# Interactive Plots of COVID-19 Data
This is a notebook to interact with COVID-19 data using [Jupyter](https://jupyter.org/) and [Hvplot](https://hvplot.holoviz.org/). Currently we are focused on data from the US but may expand our analyses in the near future.
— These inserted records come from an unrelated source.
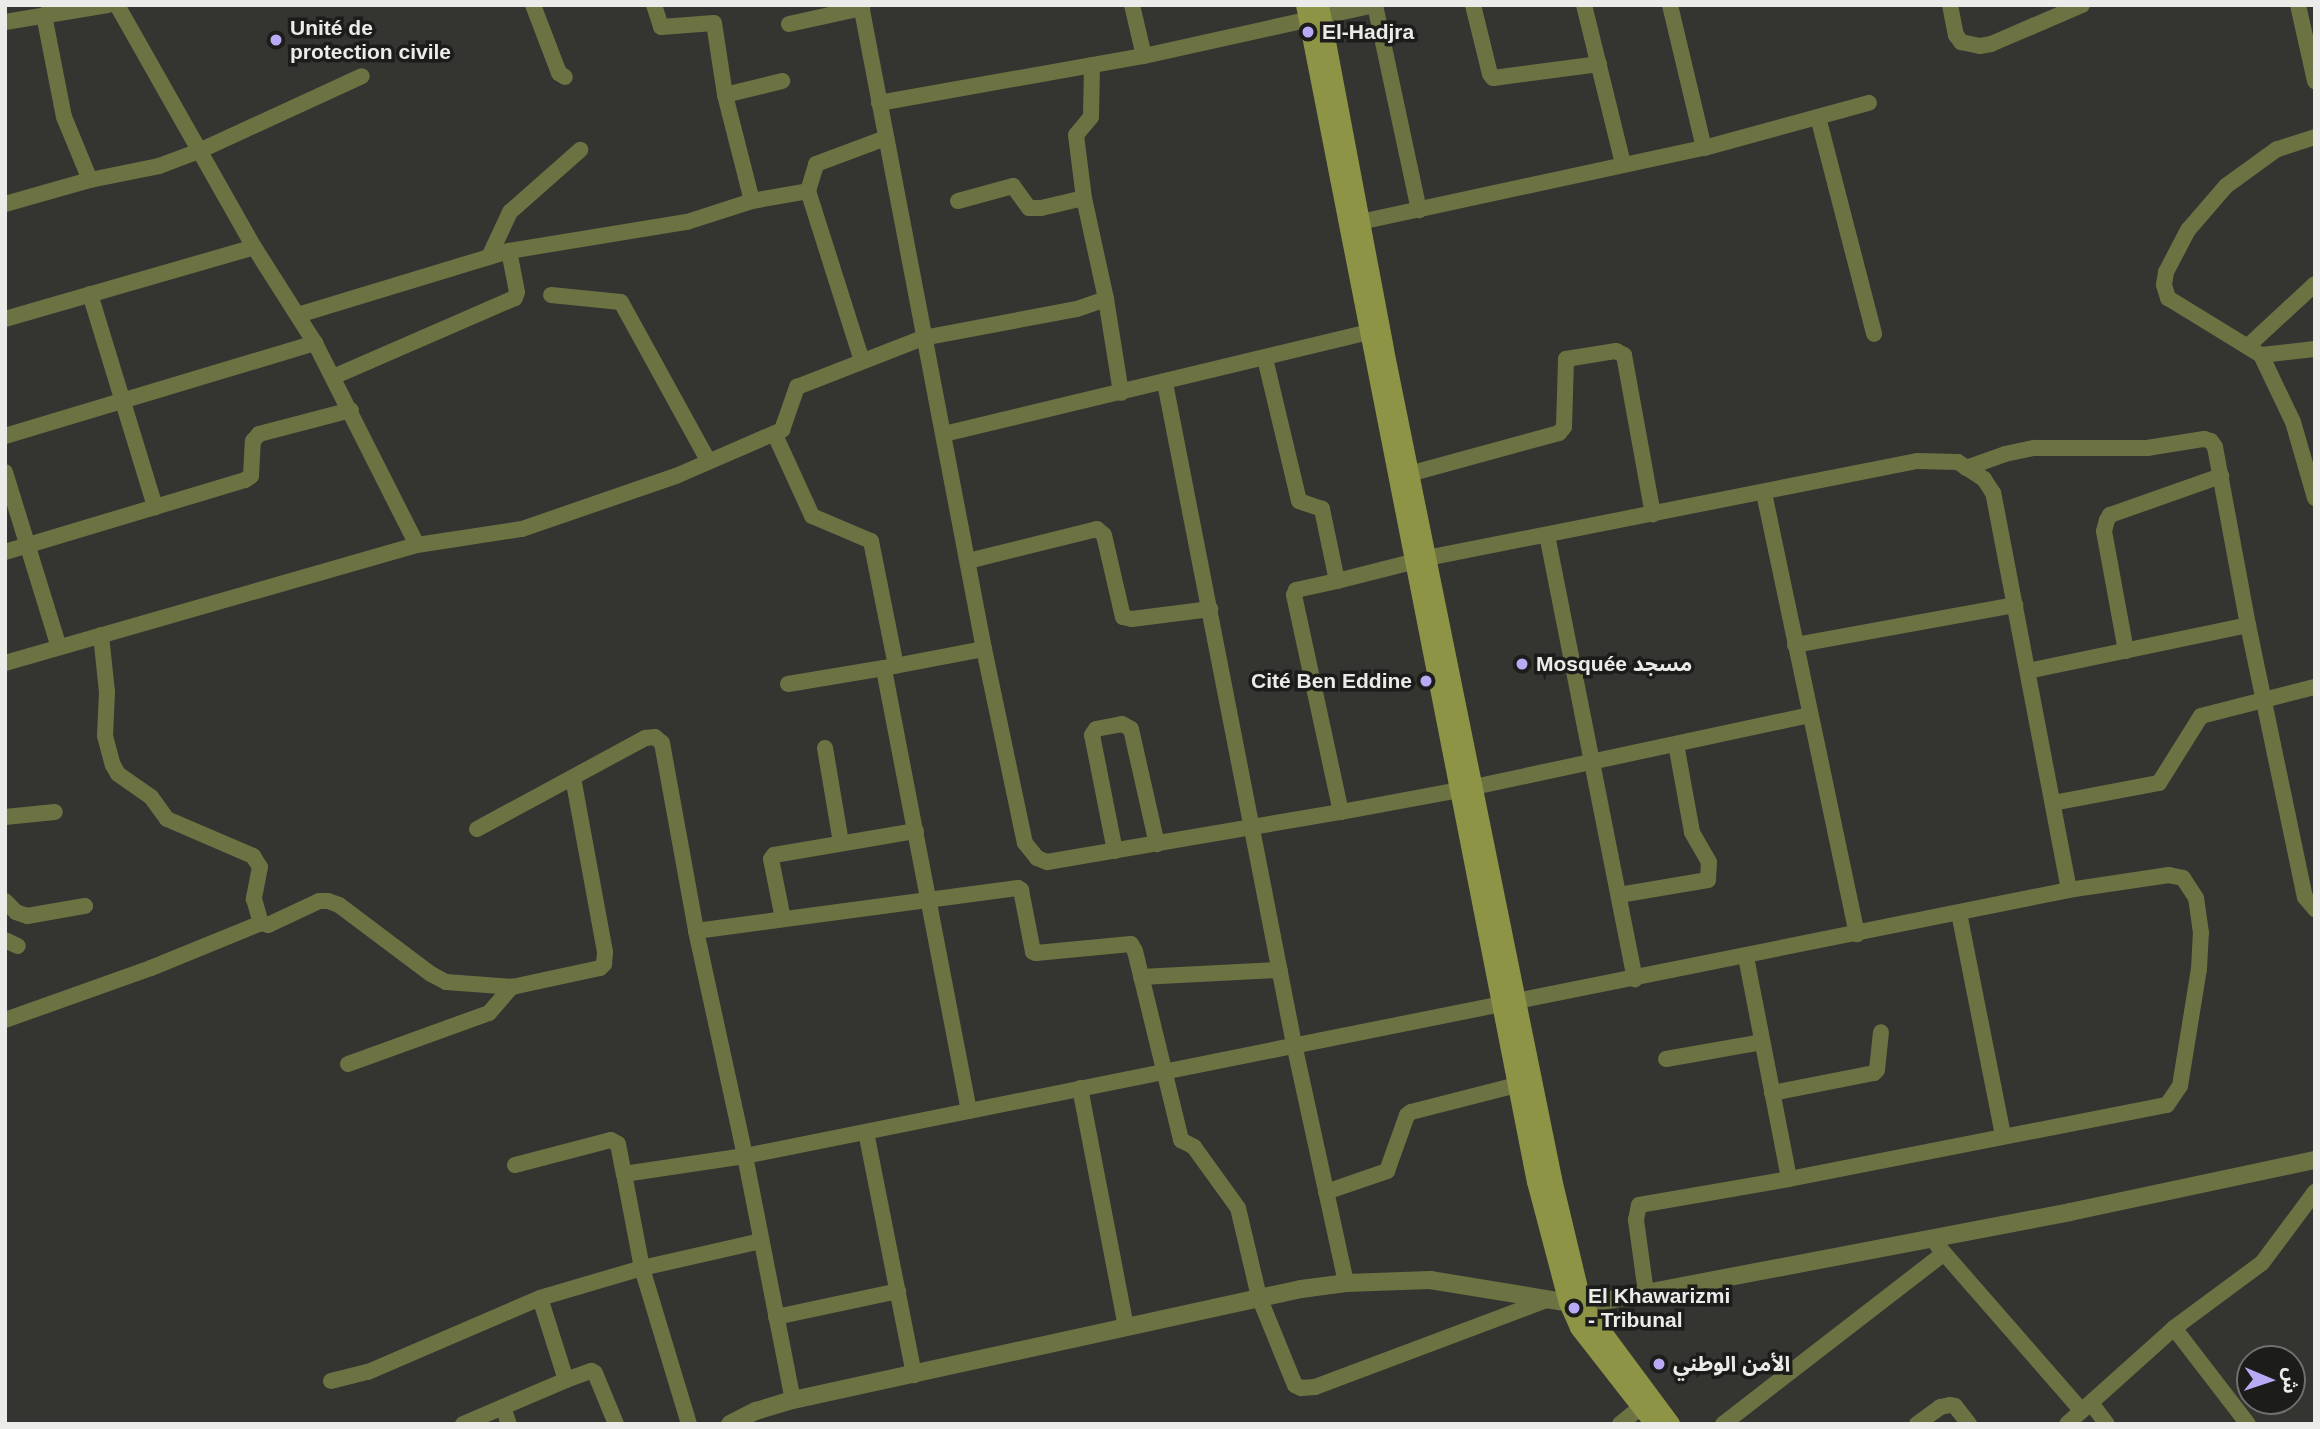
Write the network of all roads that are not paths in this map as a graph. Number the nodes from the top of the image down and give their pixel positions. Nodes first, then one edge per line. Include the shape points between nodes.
1 (108, 5) edge
2 (117, 5) edge
3 (533, 5) edge
4 (653, 5) edge
5 (1132, 5) edge
6 (1374, 5) edge
7 (1473, 5) edge
8 (1584, 5) edge
9 (1670, 5) edge
10 (1950, 5) edge
11 (2082, 5) edge
12 (2298, 5) edge
13 (862, 7) edge
14 (1313, 11) edge
15 (2045, 13) edge
16 (44, 15) junction
17 (5, 22) edge
18 (789, 24) dead end
19 (1144, 56) junction
20 (1599, 64) junction
21 (1092, 65) junction
22 (362, 76) dead end
23 (565, 77) dead end
24 (782, 81) dead end
25 (2315, 81) edge
26 (726, 95) junction
27 (879, 103) junction
28 (1868, 103) dead end
29 (1818, 117) junction
30 (886, 138) junction
31 (2315, 138) edge
32 (1704, 148) junction
33 (580, 150) dead end
34 (199, 151) junction
35 (1623, 164) junction
36 (90, 180) junction
37 (808, 191) junction
38 (1084, 198) junction
39 (752, 201) junction
40 (958, 201) dead end
41 (5, 204) edge
42 (1419, 210) junction
43 (1354, 223) junction
44 (254, 247) junction
45 (509, 251) junction
46 (489, 257) junction
47 (2315, 284) edge
48 (90, 294) junction
49 (551, 295) dead end
50 (1106, 299) junction
51 (298, 315) junction
52 (5, 319) edge
53 (1368, 332) junction
54 (1874, 334) dead end
55 (923, 338) junction
56 (316, 343) junction
57 (2315, 349) edge
58 (2254, 350) junction
59 (1265, 358) junction
60 (862, 361) junction
61 (333, 377) junction
62 (1165, 383) junction
63 (1121, 393) junction
64 (121, 401) junction
65 (351, 410) junction
66 (944, 434) junction
67 (775, 435) junction
68 (5, 436) edge
69 (708, 460) junction
70 (1966, 468) junction
71 (5, 471) edge
72 (1404, 476) junction
73 (2221, 476) junction
74 (1764, 493) junction
75 (2315, 498) edge
76 (155, 507) junction
77 (1653, 514) junction
78 (1547, 535) junction
79 (27, 545) junction
80 (417, 545) junction
81 (5, 552) edge
82 (1421, 560) junction
83 (968, 561) junction
84 (1337, 580) junction
85 (2015, 605) junction
86 (1210, 608) junction
87 (2248, 625) junction
88 (101, 635) junction
89 (1796, 645) junction
90 (59, 647) junction
91 (984, 649) junction
92 (2126, 650) junction
93 (5, 663) edge
94 (890, 667) junction
95 (2028, 671) junction
96 (788, 684) dead end
97 (2315, 687) edge
98 (2264, 699) junction
99 (1810, 715) junction
100 (1676, 744) junction
101 (825, 748) dead end
102 (1594, 762) junction
103 (573, 778) junction
104 (1468, 788) junction
105 (2053, 803) junction
106 (55, 812) dead end
107 (1341, 812) junction
108 (5, 817) edge
109 (1254, 828) junction
110 (477, 829) dead end
111 (916, 831) junction
112 (841, 844) junction
113 (1157, 844) junction
114 (1115, 851) junction
115 (2069, 890) junction
116 (1619, 895) junction
117 (929, 900) junction
118 (5, 901) edge
119 (85, 906) dead end
120 (2315, 909) edge
121 (1959, 913) junction
122 (783, 919) junction
123 (261, 923) junction
124 (696, 931) junction
125 (1857, 934) junction
126 (1745, 957) junction
127 (1280, 970) junction
128 (1141, 977) junction
129 (1634, 979) junction
130 (512, 987) junction
131 (1509, 1002) junction
132 (5, 1020) edge
133 (1881, 1032) dead end
134 (1762, 1042) junction
135 (1294, 1044) junction
136 (1666, 1059) dead end
137 (348, 1065) dead end
138 (1162, 1071) junction
139 (1517, 1085) junction
140 (1080, 1088) junction
141 (1772, 1093) junction
142 (969, 1111) junction
143 (866, 1132) junction
144 (2003, 1136) junction
145 (745, 1156) junction
146 (2315, 1160) edge
147 (515, 1165) dead end
148 (624, 1174) junction
149 (1789, 1179) junction
150 (1326, 1192) junction
151 (2315, 1192) edge
152 (1932, 1238) junction
153 (761, 1241) junction
154 (1944, 1253) junction
155 (642, 1268) junction
156 (1346, 1283) junction
157 (898, 1291) junction
158 (1646, 1293) junction
159 (1259, 1297) junction
160 (540, 1298) junction
161 (1547, 1300) junction
162 (1575, 1304) junction
163 (776, 1317) junction
164 (1126, 1327) junction
165 (2174, 1328) junction
166 (914, 1375) junction
167 (566, 1380) junction
168 (331, 1381) dead end
169 (793, 1400) junction
170 (503, 1407) junction
171 (1641, 1407) junction
172 (2086, 1407) junction
173 (463, 1424) edge
174 (509, 1424) edge
175 (616, 1424) edge
176 (689, 1424) edge
177 (730, 1424) edge
178 (1620, 1424) edge
179 (1654, 1424) edge
180 (1671, 1424) edge
181 (1723, 1424) edge
182 (1917, 1424) edge
183 (1969, 1424) edge
184 (2067, 1424) edge
185 (2107, 1424) edge
186 (2248, 1424) edge

1 - 16 street
2 - 34 street
3 - 23 street via 559,73
4 - 26 street via 661,27 714,23
5 - 19 street
6 - 14 street
6 - 42 street
7 - 20 street via 1493,78
8 - 20 street
9 - 32 street
10 - 15 street via 1956,35 1971,45 1991,44
11 - 15 street
12 - 25 street
13 - 18 street
13 - 27 street
14 - 19 street
14 - 43 main road
16 - 17 street
16 - 36 street via 64,117
19 - 21 street
20 - 35 street
21 - 27 street
21 - 38 street via 1091,117 1076,131
22 - 34 street
24 - 26 street
26 - 39 street
27 - 30 street
28 - 29 street
29 - 32 street
29 - 54 street
30 - 37 street via 816,164
30 - 55 street
31 - 58 street via 2277,149 2226,186 2188,230 2166,272 2168,298
32 - 35 street
33 - 46 street via 510,212
34 - 36 street via 159,166
34 - 44 street
35 - 42 street
36 - 41 street
37 - 39 street
37 - 60 street
38 - 40 street via 1029,208 1013,186
38 - 50 street
39 - 45 street via 687,222
42 - 43 street
43 - 53 main road
43 - 72 main road
44 - 48 street
44 - 51 street
45 - 46 street
45 - 61 street via 515,298
46 - 51 street
47 - 58 street
48 - 52 street
48 - 64 street
49 - 69 street via 621,302
50 - 55 street via 1077,309
50 - 63 street
51 - 56 street
53 - 59 street
53 - 72 main road
55 - 60 street
55 - 66 street
56 - 61 street
56 - 64 street
57 - 58 street
58 - 75 street via 2293,422
59 - 62 street
59 - 84 street via 1299,501 1322,509
60 - 67 street via 797,387 785,424
61 - 65 street
62 - 63 street
62 - 86 street
63 - 66 street
64 - 68 street
64 - 76 street
65 - 76 street via 259,434 253,440 248,479
65 - 80 street
66 - 83 street
67 - 69 street
67 - 94 street via 812,516 871,541
69 - 80 street via 659,483 522,529
70 - 73 street via 2034,448 2147,448 2204,439 2215,447
70 - 74 street via 1958,462 1917,461
70 - 85 street via 1984,479 1993,493
71 - 79 street
72 - 77 street via 1559,433 1564,427 1566,359 1621,351
72 - 82 main road
73 - 87 street
73 - 92 street via 2110,515 2107,520 2104,531
74 - 77 street
74 - 89 street
76 - 79 street
77 - 78 street
78 - 82 street
78 - 102 street
79 - 81 street
79 - 90 street
80 - 88 street
82 - 84 street
82 - 104 main road
83 - 86 street via 1097,529 1104,535 1124,617
83 - 91 street
84 - 107 street via 1296,590 1294,595
85 - 89 street
85 - 95 street
86 - 109 street
87 - 92 street
87 - 98 street
88 - 90 street
88 - 123 street via 107,692 105,736 118,774 151,797 167,819 253,856 260,867 254,899
89 - 99 street
90 - 93 street
91 - 94 street
91 - 114 street via 1025,843 1047,862
92 - 95 street
94 - 96 street
94 - 111 street
95 - 105 street
97 - 98 street
98 - 105 street via 2197,719 2159,783
98 - 120 street via 2305,897
99 - 100 street
99 - 125 street
100 - 102 street
100 - 116 street via 1692,832 1709,862 1708,880
101 - 112 street
102 - 104 street
102 - 116 street
103 - 110 street
103 - 124 street via 645,738 659,739
103 - 130 street via 606,959 600,968
104 - 107 street
104 - 131 main road
105 - 115 street
106 - 108 street
107 - 109 street
109 - 113 street
109 - 127 street
111 - 112 street
111 - 117 street
112 - 122 street via 774,855 771,859
113 - 114 street
113 - 114 street via 1131,729 1122,724 1096,729 1092,735
115 - 121 street
115 - 144 street via 2169,875 2189,883 2201,933 2180,1086 2167,1105
116 - 129 street
117 - 122 street
117 - 128 street via 1020,889 1033,952 1130,944
117 - 142 street
118 - 119 street via 27,916
121 - 125 street
121 - 144 street
122 - 124 street
123 - 130 street via 268,925 328,901 438,979
123 - 132 street
124 - 145 street
125 - 126 street
126 - 129 street
126 - 134 street
127 - 128 street
127 - 135 street
128 - 138 street
129 - 131 street
130 - 137 street via 482,1016
131 - 135 street
131 - 139 main road
131 - 162 main road via 1553,1179
133 - 141 street via 1874,1073
134 - 136 street
134 - 141 street
135 - 138 street
135 - 150 street
138 - 140 street
138 - 159 street via 1181,1140 1194,1147 1238,1208
139 - 150 street via 1411,1112 1387,1171
139 - 162 main road via 1536,1182
140 - 142 street
140 - 164 street
141 - 149 street
142 - 143 street
143 - 145 street
143 - 157 street
144 - 149 street
145 - 148 street
145 - 153 street
146 - 152 street
147 - 148 street via 611,1140 618,1144
148 - 155 street
149 - 158 street via 1640,1205 1636,1220
150 - 156 street
151 - 165 street via 2262,1263
152 - 154 street
152 - 158 street
153 - 155 street
153 - 163 street
154 - 172 street
154 - 181 street
155 - 160 street
155 - 176 street
156 - 159 street
156 - 161 street via 1430,1280
157 - 163 street
157 - 166 street
158 - 162 street
159 - 161 street via 1295,1385 1307,1389
159 - 164 street
160 - 167 street
160 - 168 street via 368,1373
161 - 162 street
162 - 171 main road via 1579,1328
162 - 180 main road
163 - 169 street
164 - 166 street
165 - 172 street
165 - 186 street
166 - 169 street
167 - 170 street
167 - 175 street via 595,1373
169 - 177 street
170 - 173 street
170 - 174 street
171 - 178 street
171 - 179 main road
172 - 184 street
172 - 185 street
182 - 183 street via 1950,1405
## Load Johns Hopkins COVID-19 Data
Here we load the COVID-19 confirmed case data from the [The Center for Systems Science and Engineering (CSSE)](https://systems.jhu.edu) at Johns Hopkins University. The CCSE COVID-19 [GitHub Repo](https://github.com/CSSEGISandData/COVID-19) has more information about these data and their sources.

In [None]:
import numpy as np
import pandas as pd
pd.set_option('display.max_rows', 1000)
import hvplot.pandas

In [None]:
dr='https://raw.githubusercontent.com/CSSEGISandData/COVID-19/master/csse_covid_19_data/csse_covid_19_time_series/'

In [None]:
src = dr + 'time_series_covid19_confirmed_global.csv'

In [None]:
src2 = dr + 'time_series_covid19_deaths_global.csv'

In [None]:
src3 = dr + 'time_series_covid19_recovered_global.csv'

In [None]:
df = pd.read_csv(src)
df.rename(columns={'Country/Region': 'country', 'Province/State': 'state',
                   'Lat': 'lat', 'Long': 'lon'}, inplace = True)
df = df[(df.state!='Diamond Princess') & 
        (df.state!='Grand Princess')].reset_index(drop=True)
df.columns = df.columns[0:4].append(pd.to_datetime(df.columns[4:]))
df

In [None]:
df2 = pd.read_csv(src2)
df2.rename(columns={'Country/Region': 'country', 'Province/State': 'state',
                   'Lat': 'lat', 'Long': 'lon'}, inplace = True)
df2 = df2[(df2.state!='Diamond Princess') & 
        (df2.state!='Grand Princess')].reset_index(drop=True)
df2.columns = df2.columns[0:4].append(pd.to_datetime(df2.columns[4:]))

In [None]:
df3 = pd.read_csv(src3)
df3.rename(columns={'Country/Region': 'country', 'Province/State': 'state',
                   'Lat': 'lat', 'Long': 'lon'}, inplace = True)
df3 = df3[(df3.state!='Diamond Princess') & 
        (df3.state!='Grand Princess')].reset_index(drop=True)
df3.columns = df3.columns[0:4].append(pd.to_datetime(df3.columns[4:]))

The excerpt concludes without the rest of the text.